A Finextra member 23 March, 2011, 12:18 0 likes

Ha Ha Ha Ha Ha Ha Ha Ha Ha Ha.

So, chip and PIN is broken, because there are some online merchants who break the card scheme rules?

Ha Ha Ha Ha Ha Ha Ha Ha Ha Ha.

A Finextra member 23 March, 2011, 12:52 0 likes

Not sure what the first commentator was laughing about.

Skimming devices are certainly big business in fraudster circles. Looking at these, I doubt many would notice them.

Back when I used to work on ATM's in banks, I often used to see card inserted into empty card holes when the ATM was open.

Technology works for both sides, doesn't it?

Adam Nybäck - Anyro - Stockholm 23 March, 2011, 13:13 0 likes

@Neil Chip skimming is only interesting if you can use the data to produce a new chip that mimics tha original.

If all you want are card number and expiry date it's enough to have a camera since they are both printed on the card.

A Finextra member 23 March, 2011, 15:15 0 likes

How does getting the card PAN and expiry date compromise Chip & PIN Security?  Slightly misleading headine I think!

The PAN and exp date should not even work online without the CVV on the back of the card... the issuer should be validating the CVV. If not present/correct on a MOTO tran, the tran should be declined

A Finextra member 23 March, 2011, 15:46 0 likes

I am not sure why the second commentator, if he doesn't understand why the first commentator is laughing so heartily, is in the card security business!

A Finextra member 23 March, 2011, 15:47 0 likes

More US Sponsored drivel.  More scaremongering.  When can we see factual based fraud discoveries instead of speculative academic exercises? 

 The cost and technical prowess required to skim a chip rather than a magnetic stripe make the type of attack detailed unlikely.

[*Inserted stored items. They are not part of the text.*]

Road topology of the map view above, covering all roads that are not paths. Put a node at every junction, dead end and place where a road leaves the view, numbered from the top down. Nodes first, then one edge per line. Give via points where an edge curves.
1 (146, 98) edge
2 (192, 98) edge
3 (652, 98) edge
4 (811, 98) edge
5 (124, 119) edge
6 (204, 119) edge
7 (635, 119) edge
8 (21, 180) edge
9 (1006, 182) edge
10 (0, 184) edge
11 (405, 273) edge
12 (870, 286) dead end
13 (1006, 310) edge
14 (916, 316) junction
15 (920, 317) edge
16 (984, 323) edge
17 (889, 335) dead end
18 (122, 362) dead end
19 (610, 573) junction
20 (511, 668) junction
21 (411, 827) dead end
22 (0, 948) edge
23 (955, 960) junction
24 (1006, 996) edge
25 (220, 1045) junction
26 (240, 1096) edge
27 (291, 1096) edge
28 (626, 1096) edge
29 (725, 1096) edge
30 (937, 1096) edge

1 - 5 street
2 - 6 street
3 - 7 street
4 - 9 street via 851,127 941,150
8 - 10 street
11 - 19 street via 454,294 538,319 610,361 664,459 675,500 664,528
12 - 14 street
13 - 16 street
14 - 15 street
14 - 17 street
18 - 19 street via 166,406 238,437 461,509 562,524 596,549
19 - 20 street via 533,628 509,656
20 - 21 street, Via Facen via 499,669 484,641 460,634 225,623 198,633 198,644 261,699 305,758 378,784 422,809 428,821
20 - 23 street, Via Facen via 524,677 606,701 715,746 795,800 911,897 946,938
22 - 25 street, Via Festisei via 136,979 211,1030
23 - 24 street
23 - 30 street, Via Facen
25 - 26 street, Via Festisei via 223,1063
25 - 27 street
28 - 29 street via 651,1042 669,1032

 As the writer correctly observed – there are mechanisms in place to ensure that, should chip data be compromised, a dummy/clone mag stripe card could not be created (iCVV being one example).  However – the author neglected to observe that often Multi-Application Chip Cards use Alternate PAN’s to Identify Differing Applications (from what is considered the Primary or Default Application).

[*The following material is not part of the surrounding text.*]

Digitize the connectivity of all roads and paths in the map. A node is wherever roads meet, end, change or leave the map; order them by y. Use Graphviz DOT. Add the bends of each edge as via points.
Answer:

 Issuers are slowly beginning to patch holes in their Authorization systems – such as the ability to compare TVR, CVM and CVR Data to ensure a Man-in-the-Middle attack has not altered the data.

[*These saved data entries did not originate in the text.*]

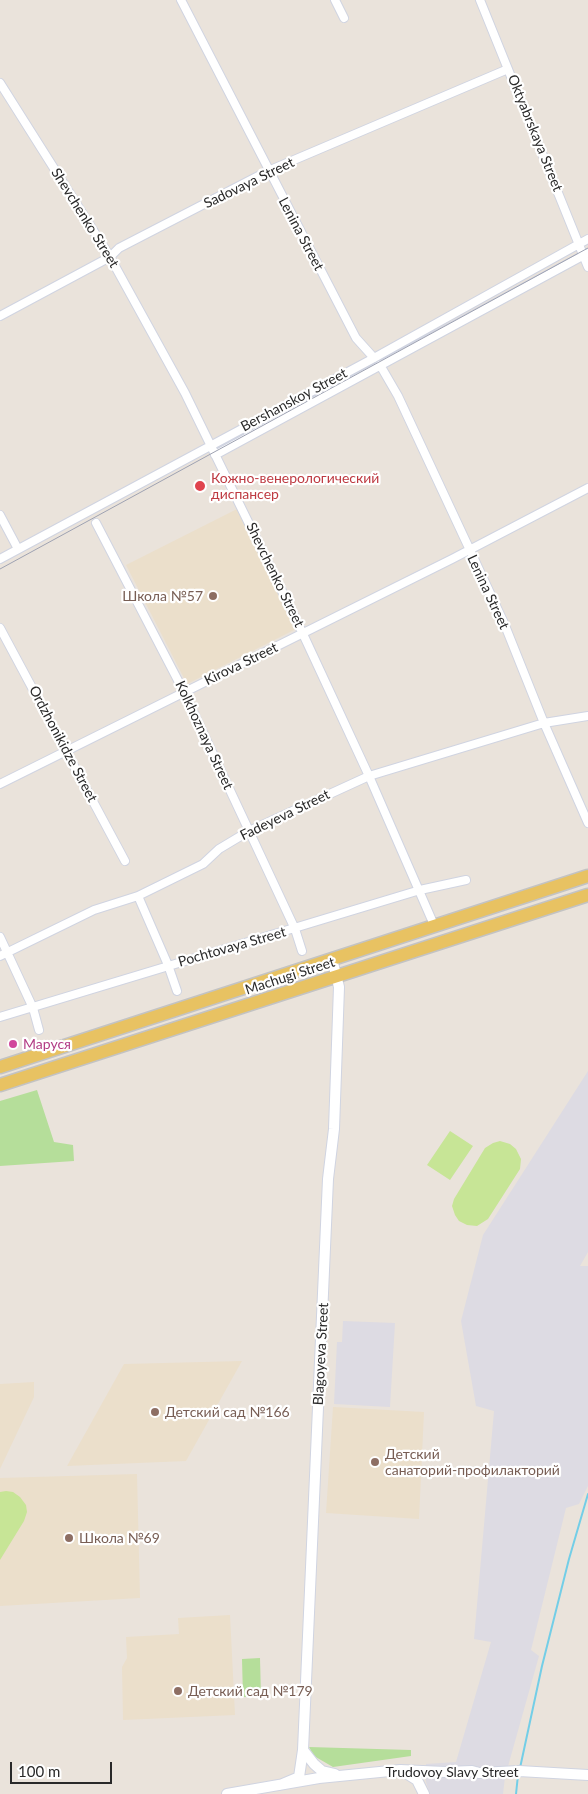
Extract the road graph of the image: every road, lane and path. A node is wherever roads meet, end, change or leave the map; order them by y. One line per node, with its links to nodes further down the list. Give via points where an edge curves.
1 (180, 0): 7 (street, Lenina Street)
2 (335, 0): 4 (street)
3 (480, 0): 5 (street, Oktyabrskaya Street)
4 (344, 18)
5 (508, 69): 7 (street, Sadovaya Street); 9 (street, Oktyabrskaya Street)
6 (0, 83): 11 (street, Shevchenko Street)
7 (268, 171): 11 (street, Sadovaya Street, via 119,248); 14 (street, Lenina Street, via 356,338)
8 (588, 239): 9 (street, Bershanskoy Street)
9 (580, 244): 10 (street, Oktyabrskaya Street); 14 (street, Bershanskoy Street)
10 (586, 254): 12 (street, Oktyabrskaya Street); 15 (street, Bershanskoy Street)
11 (110, 257): 13 (street, Sadovaya Street); 16 (street, Shevchenko Street)
12 (588, 267)
13 (0, 316)
14 (374, 358): 16 (street, Bershanskoy Street)
15 (380, 365): 17 (street, Bershanskoy Street); 22 (street, Lenina Street, via 398,396)
16 (210, 445): 17 (street, Shevchenko Street); 21 (street, Bershanskoy Street)
17 (215, 455): 25 (street, Shevchenko Street)
18 (588, 488): 22 (street, Kirova Street)
19 (0, 515): 21 (street)
20 (96, 523): 26 (street, Kolkhoznaya Street)
21 (18, 549): 23 (street, Bershanskoy Street)
22 (468, 550): 25 (street, Kirova Street); 28 (street, Lenina Street, via 504,623)
23 (0, 559)
24 (0, 628): 29 (street, Ordzhonikidze Street)
25 (303, 634): 26 (street, Kirova Street); 30 (street, Shevchenko Street)
26 (184, 692): 29 (street, Kirova Street); 33 (street, Kolkhoznaya Street)
27 (588, 716): 28 (street, Fadeyeva Street)
28 (544, 724): 30 (street, Fadeyeva Street); 32 (street, Lenina Street)
29 (66, 751): 31 (street, Kirova Street); 34 (street, Ordzhonikidze Street)
30 (369, 776): 33 (street, Fadeyeva Street); 37 (street, Shevchenko Street)
31 (0, 784)
32 (588, 823)
33 (249, 831): 39 (street, Fadeyeva Street, via 219,849 203,864); 43 (street, Kolkhoznaya Street)
34 (125, 861)
35 (588, 876): 40 (main road, Machugi Street)
36 (466, 880): 37 (street, Pochtovaya Street)
37 (420, 890): 42 (street, Shevchenko Street); 43 (street, Pochtovaya Street)
38 (588, 895): 41 (main road, Machugi Street)
39 (138, 896): 46 (street, Fadeyeva Street, via 94,910); 48 (street)
40 (516, 900): 41 (main road, via 511,910); 42 (main road, Machugi Street)
41 (522, 916): 49 (main road, Machugi Street)
42 (434, 925): 47 (main road, Machugi Street)
43 (295, 929): 45 (street, Kolkhoznaya Street); 48 (street, Pochtovaya Street)
44 (0, 937): 46 (street)
45 (302, 951)
46 (4, 954): 51 (street)
47 (332, 959): 49 (street, Blagoyeva Street); 54 (main road, Machugi Street)
48 (168, 965): 50 (street); 51 (street, Pochtovaya Street)
49 (338, 977): 55 (main road, Machugi Street); 56 (street, Blagoyeva Street, via 334,1129 328,1179)
50 (178, 991)
51 (33, 1008): 52 (street, Pochtovaya Street); 53 (street)
52 (0, 1017)
53 (39, 1030)
54 (0, 1067)
55 (0, 1085)
56 (303, 1750): 58 (street, via 322,1771); 60 (street, Blagoyeva Street, via 298,1777)
57 (400, 1770): 58 (street, Trudovoy Slavy Street); 59 (street, Trudovoy Slavy Street); 62 (street, via 417,1780)
58 (345, 1775): 60 (street, Trudovoy Slavy Street)
59 (588, 1775)
60 (280, 1785): 61 (street, Trudovoy Slavy Street)
61 (227, 1794)
62 (424, 1794)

 It has been known for a while that SDA Cards are significantly weaker than DDA or CDA Alternatives – this is why most issuers in the Western world are transitioning away from SDA.

 Initially Chip & PIN was believed to be able to reduce Transaction load on Authorization systems as it was expected that there would be an increase in under-the-floor-limit offline transactions.  However the opposite occurred – mainly because Issuers were lazy in the configuration of their EMV ICC Logic and partially because they lacked the ability to make advanced parameter changes using post-issuance scripting.  

A Finextra member 23 March, 2011, 22:17 0 likes

Haha,

So true Dave, but I can see the Americans: 'omg! are you saying that everyone can have my PIN if I use my Chip card? So I'll have to smack those chips with a hammer just like I did with all my RFID too?'

Anyway, skimming is not an Issue if noone figured out how to counterfeit those babies, innit?

A Finextra member 24 March, 2011, 14:05 0 likes

Well, if it is broken fraudsters are being unusually slow to cotton on to the fact. UK card fraud fell 17% last year and is at its lowest level since 2000. They must be on their hols.